From the perspective of quantifying local deformation by means of DIR, we remark that the sliding mechanism present in the synthetic dataset corresponds to a rigid (sliding) motion between two adjacent blocks, and therefore no deformation is expected to occur in any of the blocks after sliding. Figure 7 shows that the FFD method induces spuriously high levels of both volumetric and deviatoric deformations around the sliding plane, which is consistent with previous findings for the synthetic dataset with sliding motion [22]. Similarly to the case of the displacement field, the strong warping and deformation propagates throughout the image domain, creating nonphysical high volumetric and deviatoric strain levels away from the discontinuity. The error in the strain predictions is strongly attenuated by the elastic FE method, which still concentrates high values in a neighborhood of the sliding plane. In contrast, the i-DIR method reports low levels of deviatoric deformation on a narrow band around the discontinuity surface, and negligible errors in the estimation of volumetric strain, see Figure 7. This result shows that the i-DIR method not only automatically captures the sliding motion with accuracy, but also delivers precise estimates of the strain fields, even in the present of strong discontinuities.
The sensitivity of the iDIR model to the yield stress parameter shows that for parameter values σ y 10 2 no appreciable improvement is obtained in terms of the RSS error. Further, we note that high values of yield stress deliver errors that are equal to those reported by the Elastic FEM method. These results show that tuning the yield stress parameter is essential for obtaining accurate results from the registration process.
The i-DIR method was also assessed in the analysis of medical CT images of the lung, where sliding is expected to occur when registering images from resting states to maximal inspiration effort [23]. When comparing resampled images, we showed that the i-DIR method delivered errors in registering the domains inside the lung that are comparable to those found in elastic DIR methods, see Figure 9. This conclusion is supported by the performance metrics RSS and TRE for the case of inside-lung landmarks reported in Table 3, where no marked differences are observed among the FFD, Elastic FEM and i-DIR methods. However, when assessing anatomical structures that are outside the lung, i.e., ribs, we observe that the i-DIR accurately resamples them to the correct location, whereas elastic DIR methods fail to achieve a reasonable result, see Figure 9, bottom row.
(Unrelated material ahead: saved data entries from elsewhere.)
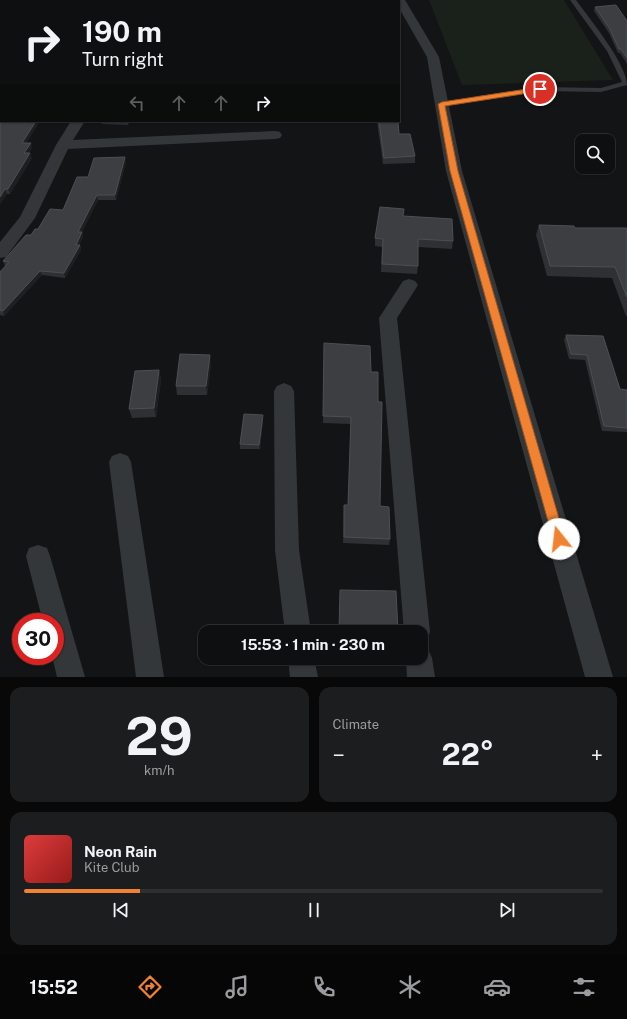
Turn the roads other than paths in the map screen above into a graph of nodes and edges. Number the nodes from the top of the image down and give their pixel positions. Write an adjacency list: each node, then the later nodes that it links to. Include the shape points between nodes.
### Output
1 (400, 0): 4 (street, via 433,57)
2 (573, 0): 3 (lane, via 610,51)
3 (627, 82): 4 (lane, via 601,90 540,89)
4 (442, 104): 21 (street, via 454,171)
5 (77, 122): 7 (street)
6 (275, 134): 7 (street)
7 (63, 145): 8 (street, via 27,218)
8 (0, 254)
9 (409, 284): 14 (street, via 388,318)
10 (284, 391): 13 (street, via 287,550)
11 (120, 462): 18 (street)
12 (38, 556): 17 (street)
13 (297, 625)
14 (415, 625)
15 (302, 665): 19 (street)
16 (420, 665): 20 (street)
17 (71, 677)
18 (150, 677)
19 (304, 677)
20 (421, 677)
21 (599, 677)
This observation is confirmed by the results obtained in the TRE when using rib landmarks, where the i-DIR delivers errors that are one order of magnitude smaller than the error provided by elastic DIR methods, see Table 3. Once again, we attribute the good performance of the i-DIR method to its ability to handle discontinuous sliding motion by considering inelastic deformations in those regions, a feature not displayed by elastic methods, see Figure 10.
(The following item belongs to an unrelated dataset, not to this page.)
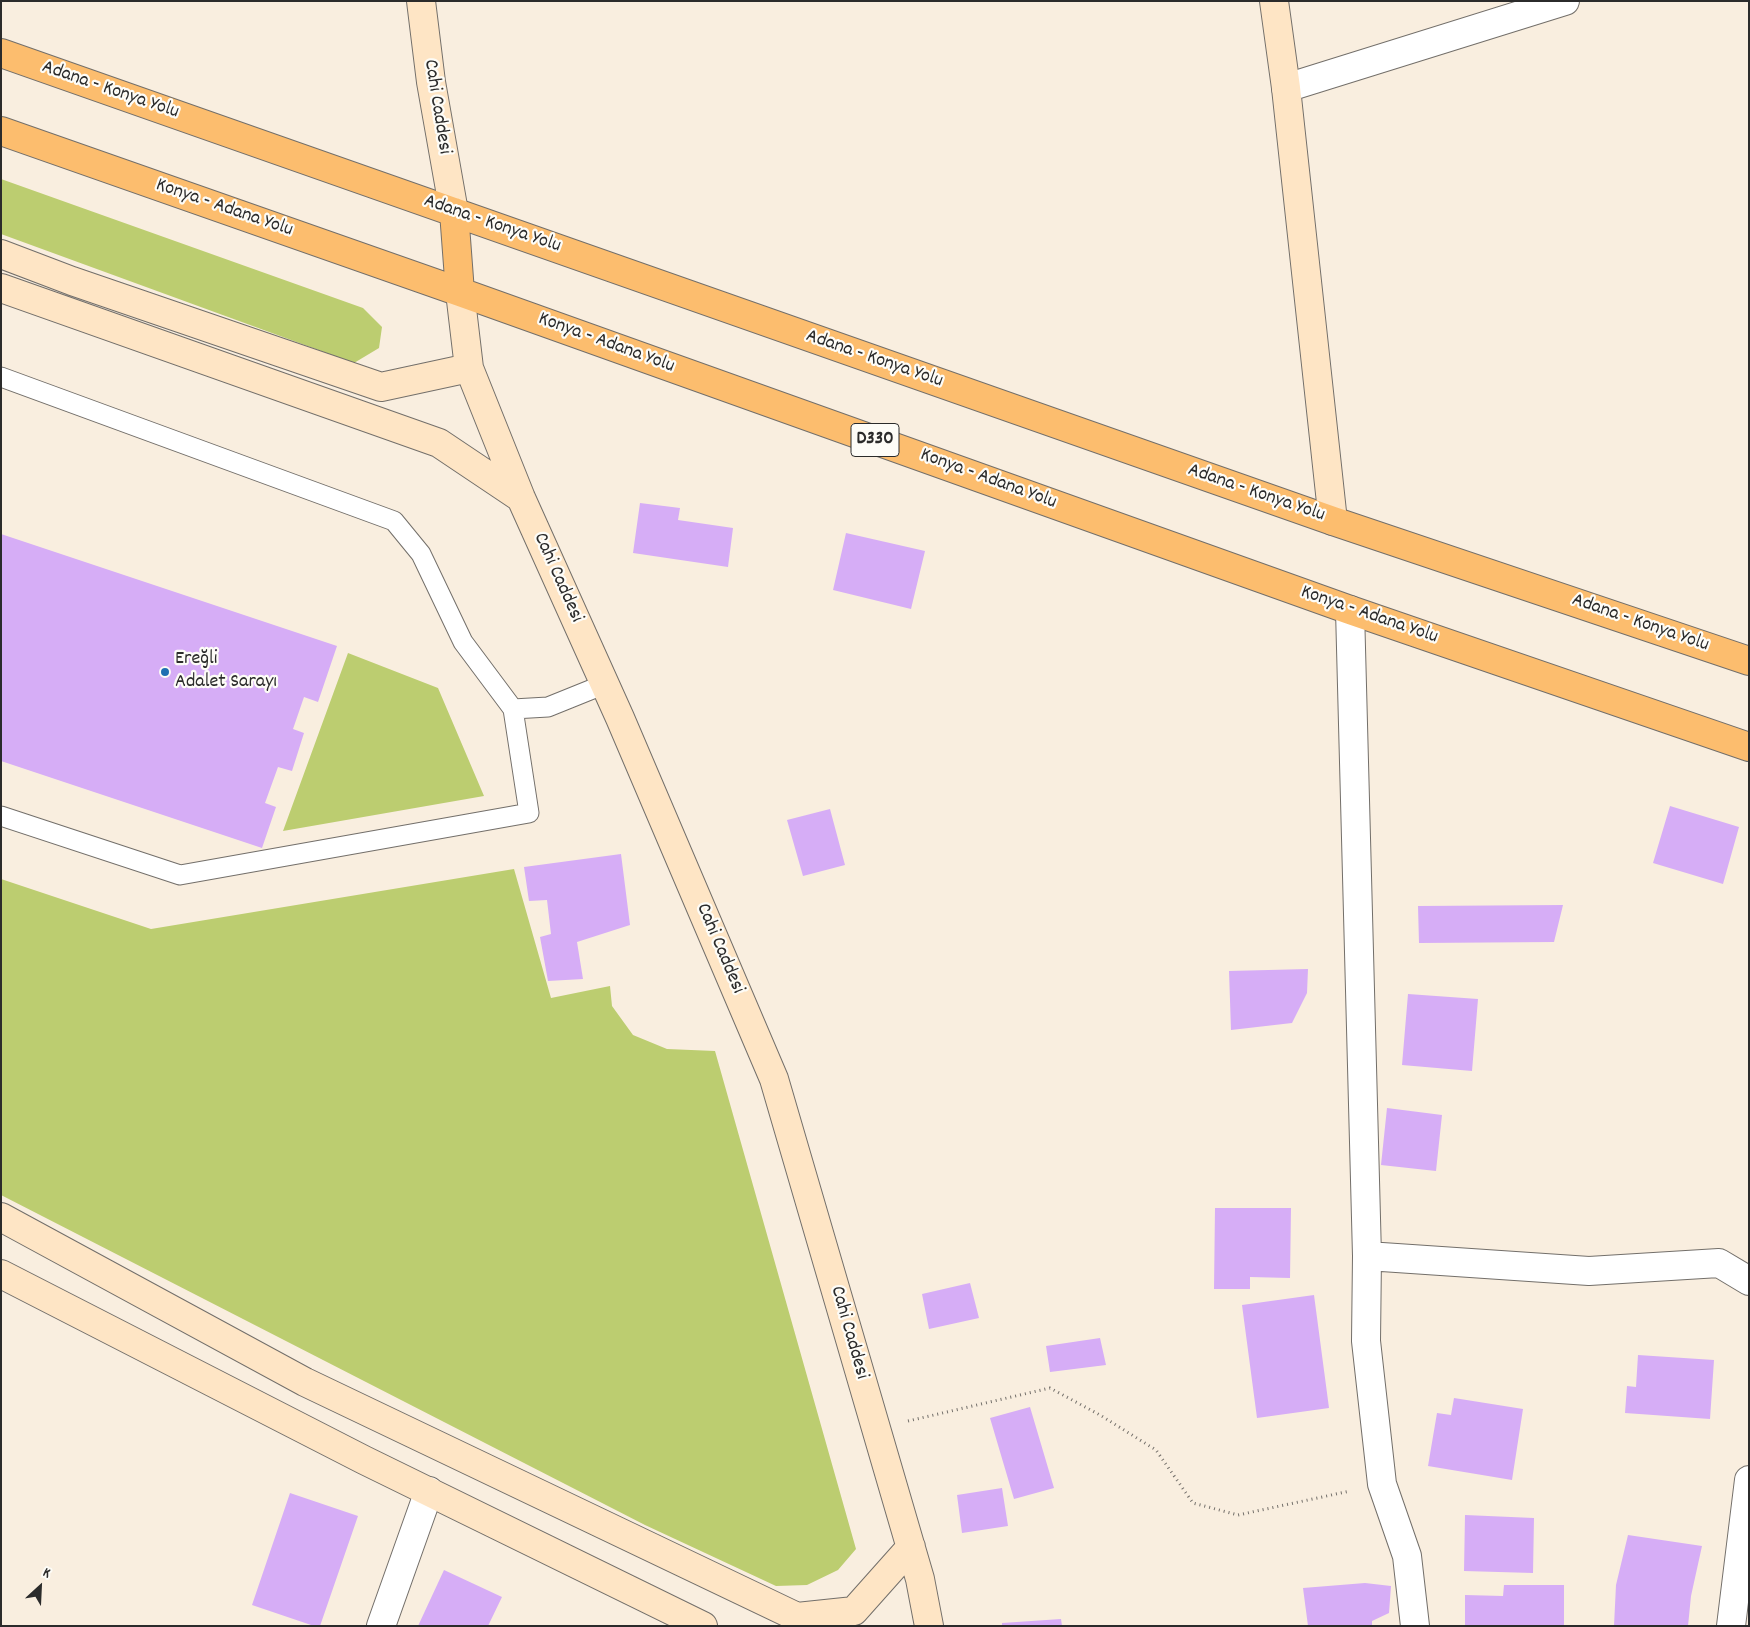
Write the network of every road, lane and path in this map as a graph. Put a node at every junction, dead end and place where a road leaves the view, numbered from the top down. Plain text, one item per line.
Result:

The evaluation of the elastic strain fields from registering lung CT images results in conclusions similar to those obtained in the case of the synthetic image: elastic DIR methods introduce highly oscillating fields both for the volumetric and deviatoric components of the elastic strain tensor, see Figure 11. We remark here that previous works on lung image registration have reported oscillatory strain fields when using elastic DIR methods that employ B-splines or other smooth and continuous basis functions for the construction of the deformation model [22,42]. However, these oscillations have been shown to hinder the accuracy of the estimations of local pulmonary deformation, as they arise due to the inability of the deformation model to capture discontinuities in the displacement field [11]. Notably, the i-DIR method delivers a smooth distribution of elastic strain inside the lung domain, with a sharp decay outside that approaches a state of no deformation. Further, the spatial patterns of volumetric strain delivered by the i-DIR method are in good agreement with those reported in the literature for normal human lungs that have been analyzed by isolating the lung domain [13], where larger volumetric strains are observed in the dorsal (dependent) and basal regions of the lung.
In conclusion, we have introduced a novel inelastic model for DIR that automatically captures sliding without a priori knowledge or assumptions about the spatial location of discontinuities or the need of a segmentation to denote the slipping domain. We note that other DIR formulations have been proposed in the literature to handle motion discontinuities without the need of segmenting the sliding region before the analysis [25]. In order to do so, these methods consider some assumptions related to the specific physiological behavior of the organ. For the case of the lungs, slipping motion is restricted to the edges of the image, and slippage occurs along the edge of the image. We note that these assumptions are not required by the i-DIR method, and therefore it represents a truly automatic technique for the detection of discontinuities in DIR of arbitrary images. The key ingredient to achieve this performance is the introduction of an inelastic energy term, which automatically locates regions of high shearing deformation associated to sliding and locally modifies the effective mechanical properties, allowing for higher levels of shear deformation in localized domains. We remark that, while inelastic formulations are standard in the field of computational mechanics [38], the inclusion of inelastic energy regularizers is novel in the field of image analysis, and, to the best of our knowledge, has not been pursued in the past in in the field of DIR. For the application of lung images, it is worth mentioning that we aim at automatically capture sliding, particularly between the lung boundary and the ribs (clearly identified within the images), and not necessarily improve the registration accuracy inside the lung. The above is supported by the results obtained when measuring the RSS error, which demonstrates that our i-DIR model holds a comparable performance with traditional DIR methods, especially in areas with no sliding. However, the inelastic model is considerably superior in capturing slippage at the lung edges, which is again substantiated by a better performance when measuring the TRE using rib-landmarks.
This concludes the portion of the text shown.